| TASK INSTRUCTIONS |
With the pictures set aside, write out all of the data exactly as it stands.

| SOURCE MATERIAL |

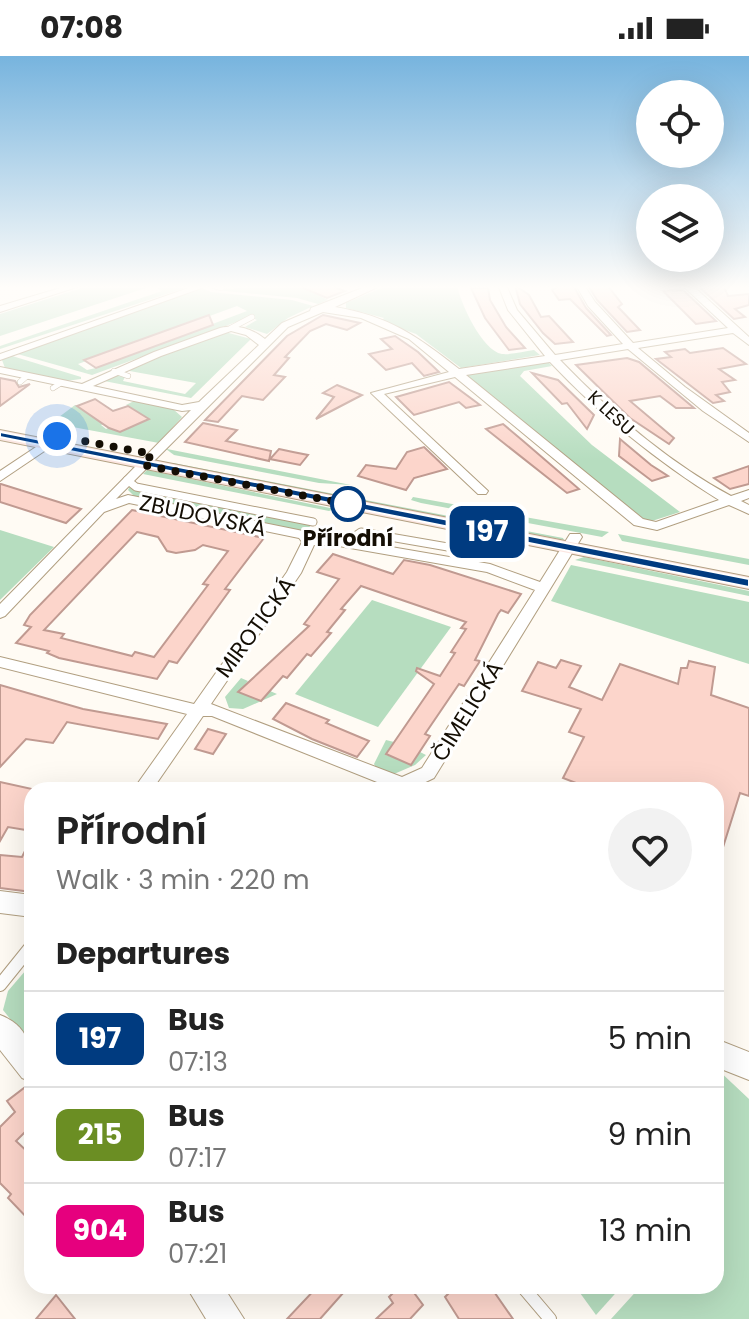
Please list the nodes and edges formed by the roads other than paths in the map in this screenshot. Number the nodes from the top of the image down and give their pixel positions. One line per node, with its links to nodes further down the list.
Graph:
1 (37, 344): 9 (street)
2 (188, 344): 10 (street)
3 (257, 344): 15 (street, ZBUDOVSKÁ)
4 (419, 344): 12 (street)
5 (541, 344): 8 (street, K LESU)
6 (639, 344): 7 (street)
7 (632, 345): 8 (street); 20 (street)
8 (552, 356): 12 (street); 27 (street, K LESU)
9 (0, 357)
10 (114, 371): 13 (lane); 14 (street)
11 (2, 373): 14 (street)
12 (457, 373): 25 (street); 27 (street)
13 (128, 376)
14 (80, 390): 16 (street)
15 (202, 405): 16 (street); 17 (street, ZBUDOVSKÁ)
16 (182, 408): 17 (street)
17 (185, 422): 22 (street, ZBUDOVSKÁ)
18 (0, 425): 22 (main road)
19 (0, 435): 21 (main road)
20 (749, 438)
21 (45, 445): 22 (main road); 23 (street)
22 (147, 460): 24 (street, ZBUDOVSKÁ); 32 (main road)
23 (0, 477)
24 (127, 480): 29 (street, ZBUDOVSKÁ); 30 (lane)
25 (482, 491)
26 (749, 494): 27 (street)
27 (726, 502): 28 (street, K LESU)
28 (749, 510)
29 (97, 512): 31 (street, ZBUDOVSKÁ); 36 (street, ZBUDOVSKÁ)
30 (313, 522)
31 (309, 541): 35 (street); 38 (street, MIROTICKÁ)
32 (570, 549): 33 (main road); 34 (main road); 35 (street, ČIMELICKÁ)
33 (749, 570)
34 (749, 583)
35 (544, 588): 41 (street, ČIMELICKÁ)
36 (0, 613)
37 (0, 662): 38 (street)
38 (196, 710): 39 (street, MIROTICKÁ); 40 (street, ČIMELICKÁ)
39 (147, 782)
40 (395, 782)
41 (409, 782)
42 (0, 902): 43 (street)
43 (24, 905)
44 (24, 955): 45 (lane)
45 (0, 985)
46 (0, 1028): 48 (street)
47 (724, 1056): 49 (street)
48 (24, 1058)
49 (749, 1066)
50 (208, 1294): 52 (street)
51 (529, 1294): 53 (lane)
52 (227, 1319)
53 (550, 1319)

| EXERCISE RESULT |
Please list the nodes and edges formed by the roads other than paths in the map in this screenshot. Number the nodes from the top of the image down and give their pixel positions. One line per node, with its links to nodes further down the list.
Graph:
1 (37, 344): 9 (street)
2 (188, 344): 10 (street)
3 (257, 344): 15 (street, ZBUDOVSKÁ)
4 (419, 344): 12 (street)
5 (541, 344): 8 (street, K LESU)
6 (639, 344): 7 (street)
7 (632, 345): 8 (street); 20 (street)
8 (552, 356): 12 (street); 27 (street, K LESU)
9 (0, 357)
10 (114, 371): 13 (lane); 14 (street)
11 (2, 373): 14 (street)
12 (457, 373): 25 (street); 27 (street)
13 (128, 376)
14 (80, 390): 16 (street)
15 (202, 405): 16 (street); 17 (street, ZBUDOVSKÁ)
16 (182, 408): 17 (street)
17 (185, 422): 22 (street, ZBUDOVSKÁ)
18 (0, 425): 22 (main road)
19 (0, 435): 21 (main road)
20 (749, 438)
21 (45, 445): 22 (main road); 23 (street)
22 (147, 460): 24 (street, ZBUDOVSKÁ); 32 (main road)
23 (0, 477)
24 (127, 480): 29 (street, ZBUDOVSKÁ); 30 (lane)
25 (482, 491)
26 (749, 494): 27 (street)
27 (726, 502): 28 (street, K LESU)
28 (749, 510)
29 (97, 512): 31 (street, ZBUDOVSKÁ); 36 (street, ZBUDOVSKÁ)
30 (313, 522)
31 (309, 541): 35 (street); 38 (street, MIROTICKÁ)
32 (570, 549): 33 (main road); 34 (main road); 35 (street, ČIMELICKÁ)
33 (749, 570)
34 (749, 583)
35 (544, 588): 41 (street, ČIMELICKÁ)
36 (0, 613)
37 (0, 662): 38 (street)
38 (196, 710): 39 (street, MIROTICKÁ); 40 (street, ČIMELICKÁ)
39 (147, 782)
40 (395, 782)
41 (409, 782)
42 (0, 902): 43 (street)
43 (24, 905)
44 (24, 955): 45 (lane)
45 (0, 985)
46 (0, 1028): 48 (street)
47 (724, 1056): 49 (street)
48 (24, 1058)
49 (749, 1066)
50 (208, 1294): 52 (street)
51 (529, 1294): 53 (lane)
52 (227, 1319)
53 (550, 1319)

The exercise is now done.